Records from a collection
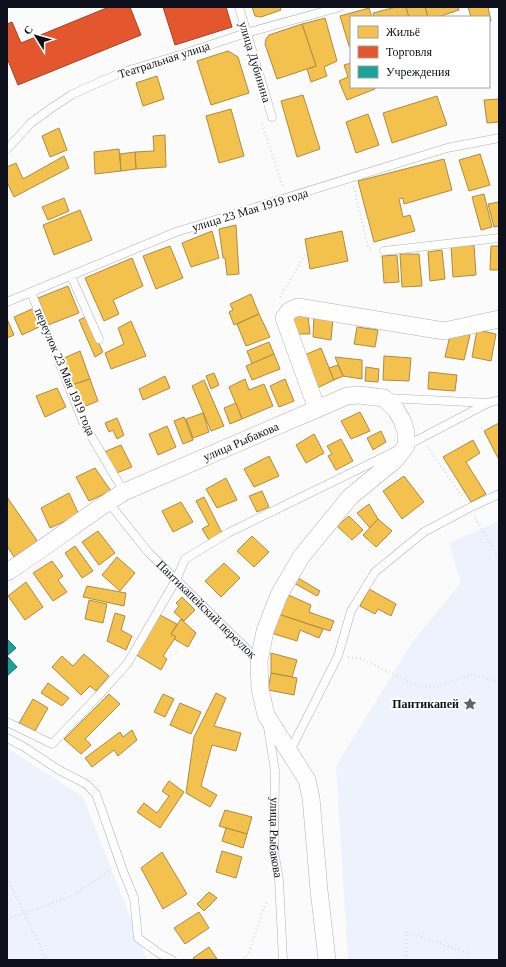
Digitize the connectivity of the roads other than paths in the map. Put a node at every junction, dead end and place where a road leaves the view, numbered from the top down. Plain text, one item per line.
1 (239, 7) edge
2 (340, 7) edge
3 (246, 33) junction
4 (272, 117) dead end
5 (499, 138) edge
6 (7, 149) edge
7 (499, 238) edge
8 (384, 251) road end
9 (71, 276) junction
10 (31, 292) junction
11 (7, 302) edge
12 (499, 319) edge
13 (99, 339) dead end
14 (384, 398) junction
15 (499, 400) edge
16 (488, 403) junction
17 (317, 409) junction
18 (406, 446) junction
19 (124, 492) junction
20 (499, 494) edge
21 (108, 502) junction
22 (7, 572) edge
23 (176, 580) junction
24 (259, 662) junction
25 (266, 714) junction
26 (7, 722) edge
27 (7, 738) edge
28 (290, 751) junction
29 (172, 960) edge
30 (283, 960) edge
31 (327, 960) edge

1 - 3 lane, улица Дубинина
2 - 3 lane, Театральная улица
3 - 4 lane, улица Дубинина
3 - 6 lane, Театральная улица
5 - 9 lane, улица 23 Мая 1919 года
7 - 8 lane
9 - 10 lane, улица 23 Мая 1919 года
9 - 13 lane
10 - 11 lane, улица 23 Мая 1919 года
10 - 19 lane, переулок 23 Мая 1919 года
12 - 17 street
14 - 16 lane, улица Рыбакова
14 - 17 street, улица Рыбакова
14 - 18 street
15 - 16 lane, улица Рыбакова
16 - 18 lane, Пантикапейский переулок
17 - 19 street, улица Рыбакова
18 - 23 lane
18 - 24 street, Пантикапейский переулок
19 - 21 street, улица Рыбакова
20 - 28 lane
21 - 22 street, улица Рыбакова
21 - 23 lane, Пантикапейский переулок
23 - 24 lane, Пантикапейский переулок
23 - 26 lane
24 - 25 street
25 - 28 street
25 - 30 lane, улица Рыбакова
27 - 29 lane
28 - 31 street

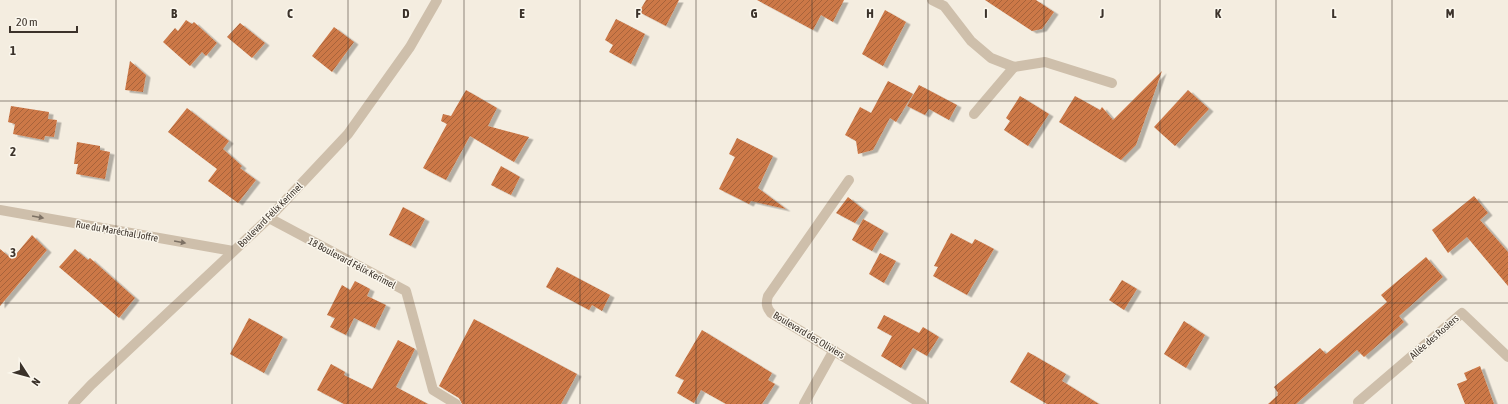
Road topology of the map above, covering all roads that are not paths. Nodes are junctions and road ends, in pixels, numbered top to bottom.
1 (437, 0) edge
2 (932, 0) edge
3 (1014, 67) junction
4 (1112, 83) dead end
5 (974, 114) dead end
6 (850, 180) dead end
7 (0, 210) edge
8 (269, 218) junction
9 (233, 251) junction
10 (834, 350) junction
11 (1508, 357) edge
12 (1358, 402) dead end
13 (73, 404) edge
14 (456, 404) edge
15 (804, 404) edge
16 (922, 404) edge

1 - 8 street, Boulevard Félix Kerimel
2 - 3 street
3 - 4 street
3 - 5 street
6 - 10 street, Boulevard des Oliviers
7 -> 9 street, Rue du Maréchal Joffre
8 - 9 street, Boulevard Félix Kerimel
8 - 14 street, 18 Boulevard Félix Kerimel
9 - 13 street, Boulevard Félix Kerimel
10 - 15 street
10 - 16 street, Boulevard des Oliviers
11 - 12 street, Allée des Rosiers

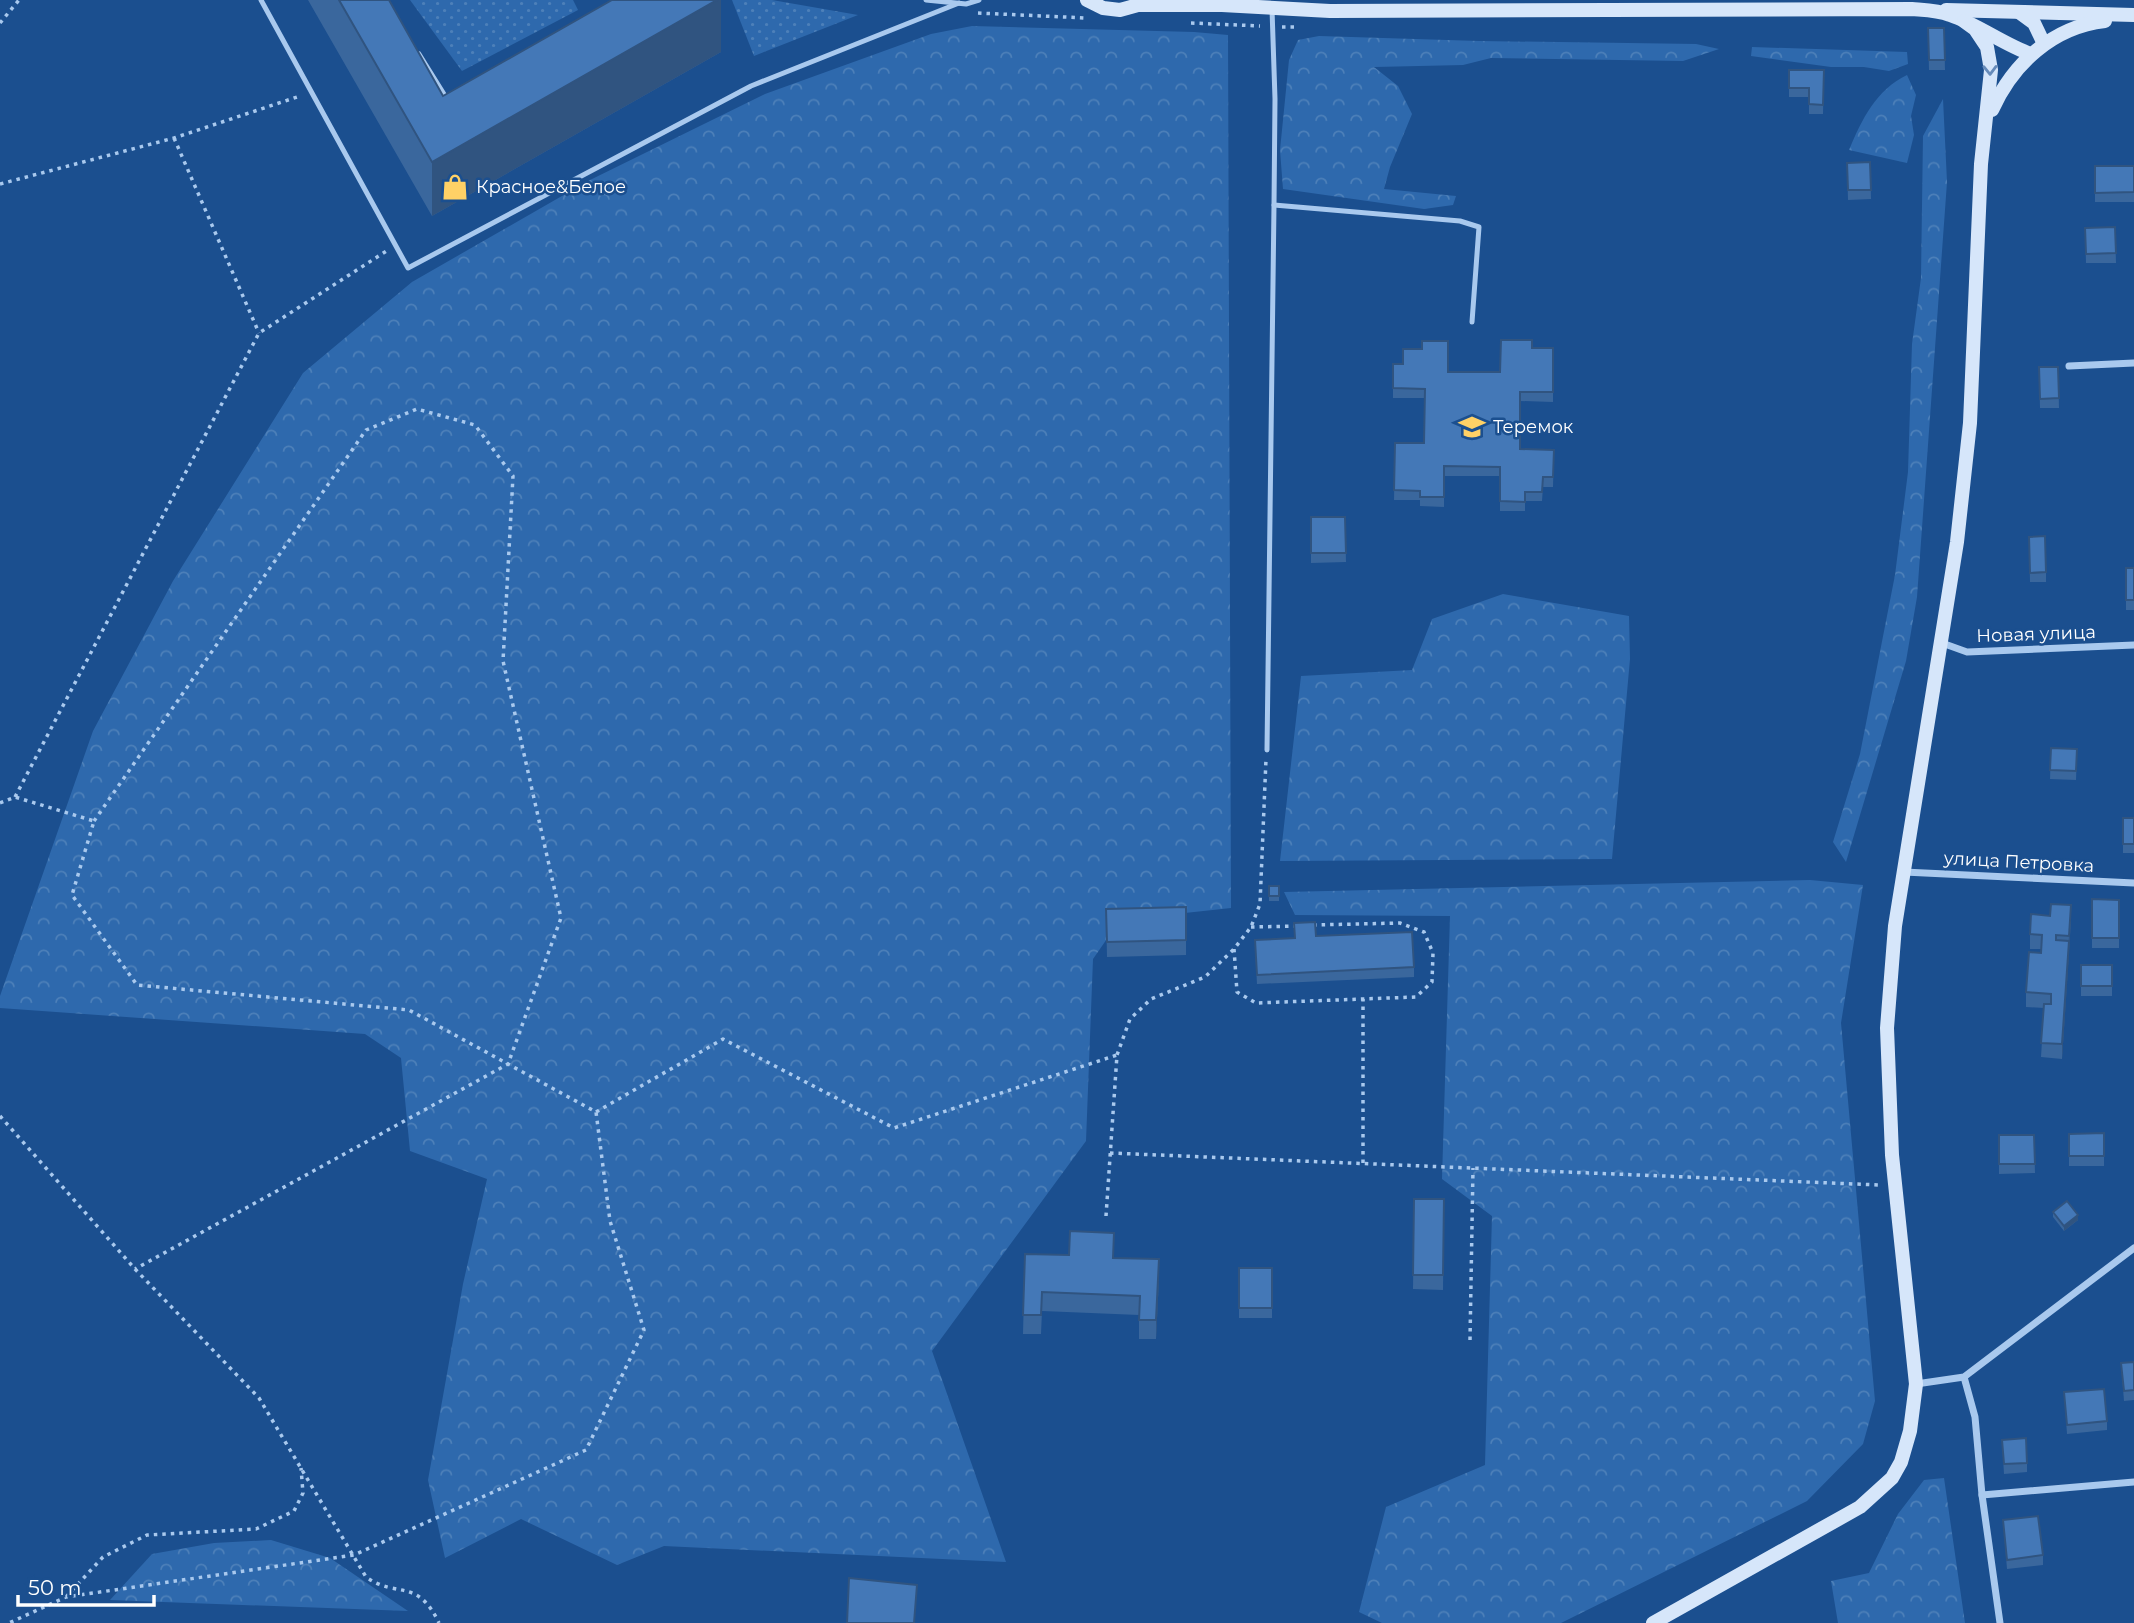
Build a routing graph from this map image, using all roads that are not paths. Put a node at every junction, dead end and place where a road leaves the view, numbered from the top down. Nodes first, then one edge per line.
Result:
1 (261, 0) edge
2 (926, 0) edge
3 (979, 0) edge
4 (1085, 1) edge
5 (959, 3) junction
6 (1142, 3) edge
7 (1218, 3) edge
8 (1370, 6) edge
9 (1272, 9) junction
10 (1918, 9) junction
11 (2020, 12) junction
12 (2134, 17) edge
13 (1964, 21) junction
14 (2044, 44) junction
15 (414, 45) edge
16 (2031, 54) junction
17 (449, 102) edge
18 (1986, 128) junction
19 (1274, 205) junction
20 (1472, 322) dead end
21 (2134, 363) edge
22 (2069, 366) dead end
23 (1942, 643) junction
24 (2134, 645) edge
25 (1267, 750) road end
26 (1903, 872) junction
27 (2134, 883) edge
28 (2134, 1248) edge
29 (1965, 1377) junction
30 (1916, 1384) junction
31 (2134, 1482) edge
32 (1982, 1495) junction
33 (1653, 1623) edge
34 (2000, 1623) edge

1 - 5 lane
2 - 5 lane
3 - 5 lane
4 - 6 main road
6 - 7 main road
7 - 9 main road
8 - 9 main road
8 - 10 main road
9 - 19 lane
10 - 11 main road
10 - 13 main road
11 - 12 main road
11 - 14 main road
12 - 14 main road
13 - 16 main road
13 -> 18 main road
14 - 16 main road
15 - 17 lane
16 - 18 main road
18 - 23 main road
19 - 20 lane
19 - 25 lane
21 - 22 street
23 - 24 street, Новая улица
23 - 26 main road
26 - 27 street, улица Петровка
26 - 30 main road
28 - 29 street
29 - 30 street
29 - 32 street
30 - 33 main road
31 - 32 street
32 - 34 street

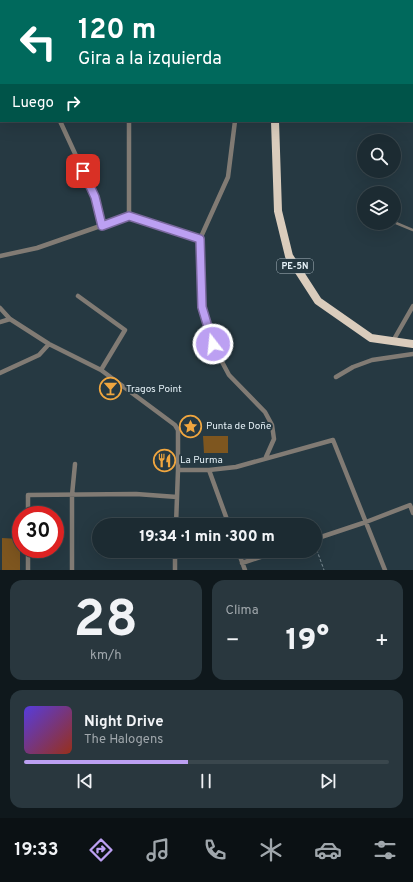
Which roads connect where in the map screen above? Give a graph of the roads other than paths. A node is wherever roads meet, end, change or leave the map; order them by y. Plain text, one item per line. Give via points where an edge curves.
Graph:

● YOUR OBJECTIVE
Exactly what appears in the records above must be returned, apart from the pictures.

● SOLUTION TO THIS EXERCISE
Digitize the connectivity of the roads other than paths in the map. Put a node at every junction, dead end and place where a road leaves the view, numbered from the top down. Plain text, one item per line.
1 (239, 7) edge
2 (340, 7) edge
3 (246, 33) junction
4 (272, 117) dead end
5 (499, 138) edge
6 (7, 149) edge
7 (499, 238) edge
8 (384, 251) road end
9 (71, 276) junction
10 (31, 292) junction
11 (7, 302) edge
12 (499, 319) edge
13 (99, 339) dead end
14 (384, 398) junction
15 (499, 400) edge
16 (488, 403) junction
17 (317, 409) junction
18 (406, 446) junction
19 (124, 492) junction
20 (499, 494) edge
21 (108, 502) junction
22 (7, 572) edge
23 (176, 580) junction
24 (259, 662) junction
25 (266, 714) junction
26 (7, 722) edge
27 (7, 738) edge
28 (290, 751) junction
29 (172, 960) edge
30 (283, 960) edge
31 (327, 960) edge

1 - 3 lane, улица Дубинина
2 - 3 lane, Театральная улица
3 - 4 lane, улица Дубинина
3 - 6 lane, Театральная улица
5 - 9 lane, улица 23 Мая 1919 года
7 - 8 lane
9 - 10 lane, улица 23 Мая 1919 года
9 - 13 lane
10 - 11 lane, улица 23 Мая 1919 года
10 - 19 lane, переулок 23 Мая 1919 года
12 - 17 street
14 - 16 lane, улица Рыбакова
14 - 17 street, улица Рыбакова
14 - 18 street
15 - 16 lane, улица Рыбакова
16 - 18 lane, Пантикапейский переулок
17 - 19 street, улица Рыбакова
18 - 23 lane
18 - 24 street, Пантикапейский переулок
19 - 21 street, улица Рыбакова
20 - 28 lane
21 - 22 street, улица Рыбакова
21 - 23 lane, Пантикапейский переулок
23 - 24 lane, Пантикапейский переулок
23 - 26 lane
24 - 25 street
25 - 28 street
25 - 30 lane, улица Рыбакова
27 - 29 lane
28 - 31 street

Road topology of the map above, covering all roads that are not paths. Nodes are junctions and road ends, in pixels, numbered top to bottom.
1 (437, 0) edge
2 (932, 0) edge
3 (1014, 67) junction
4 (1112, 83) dead end
5 (974, 114) dead end
6 (850, 180) dead end
7 (0, 210) edge
8 (269, 218) junction
9 (233, 251) junction
10 (834, 350) junction
11 (1508, 357) edge
12 (1358, 402) dead end
13 (73, 404) edge
14 (456, 404) edge
15 (804, 404) edge
16 (922, 404) edge

1 - 8 street, Boulevard Félix Kerimel
2 - 3 street
3 - 4 street
3 - 5 street
6 - 10 street, Boulevard des Oliviers
7 -> 9 street, Rue du Maréchal Joffre
8 - 9 street, Boulevard Félix Kerimel
8 - 14 street, 18 Boulevard Félix Kerimel
9 - 13 street, Boulevard Félix Kerimel
10 - 15 street
10 - 16 street, Boulevard des Oliviers
11 - 12 street, Allée des Rosiers

Build a routing graph from this map image, using all roads that are not paths. Put a node at every junction, dead end and place where a road leaves the view, numbered from the top down. Nodes first, then one edge per line.
Result:
1 (261, 0) edge
2 (926, 0) edge
3 (979, 0) edge
4 (1085, 1) edge
5 (959, 3) junction
6 (1142, 3) edge
7 (1218, 3) edge
8 (1370, 6) edge
9 (1272, 9) junction
10 (1918, 9) junction
11 (2020, 12) junction
12 (2134, 17) edge
13 (1964, 21) junction
14 (2044, 44) junction
15 (414, 45) edge
16 (2031, 54) junction
17 (449, 102) edge
18 (1986, 128) junction
19 (1274, 205) junction
20 (1472, 322) dead end
21 (2134, 363) edge
22 (2069, 366) dead end
23 (1942, 643) junction
24 (2134, 645) edge
25 (1267, 750) road end
26 (1903, 872) junction
27 (2134, 883) edge
28 (2134, 1248) edge
29 (1965, 1377) junction
30 (1916, 1384) junction
31 (2134, 1482) edge
32 (1982, 1495) junction
33 (1653, 1623) edge
34 (2000, 1623) edge

1 - 5 lane
2 - 5 lane
3 - 5 lane
4 - 6 main road
6 - 7 main road
7 - 9 main road
8 - 9 main road
8 - 10 main road
9 - 19 lane
10 - 11 main road
10 - 13 main road
11 - 12 main road
11 - 14 main road
12 - 14 main road
13 - 16 main road
13 -> 18 main road
14 - 16 main road
15 - 17 lane
16 - 18 main road
18 - 23 main road
19 - 20 lane
19 - 25 lane
21 - 22 street
23 - 24 street, Новая улица
23 - 26 main road
26 - 27 street, улица Петровка
26 - 30 main road
28 - 29 street
29 - 30 street
29 - 32 street
30 - 33 main road
31 - 32 street
32 - 34 street

Which roads connect where in the map screen above? Give a graph of the roads other than paths. A node is wherever roads meet, end, change or leave the map; order them by y. Plain text, one item per line. Give via points where an edge curves.
Graph:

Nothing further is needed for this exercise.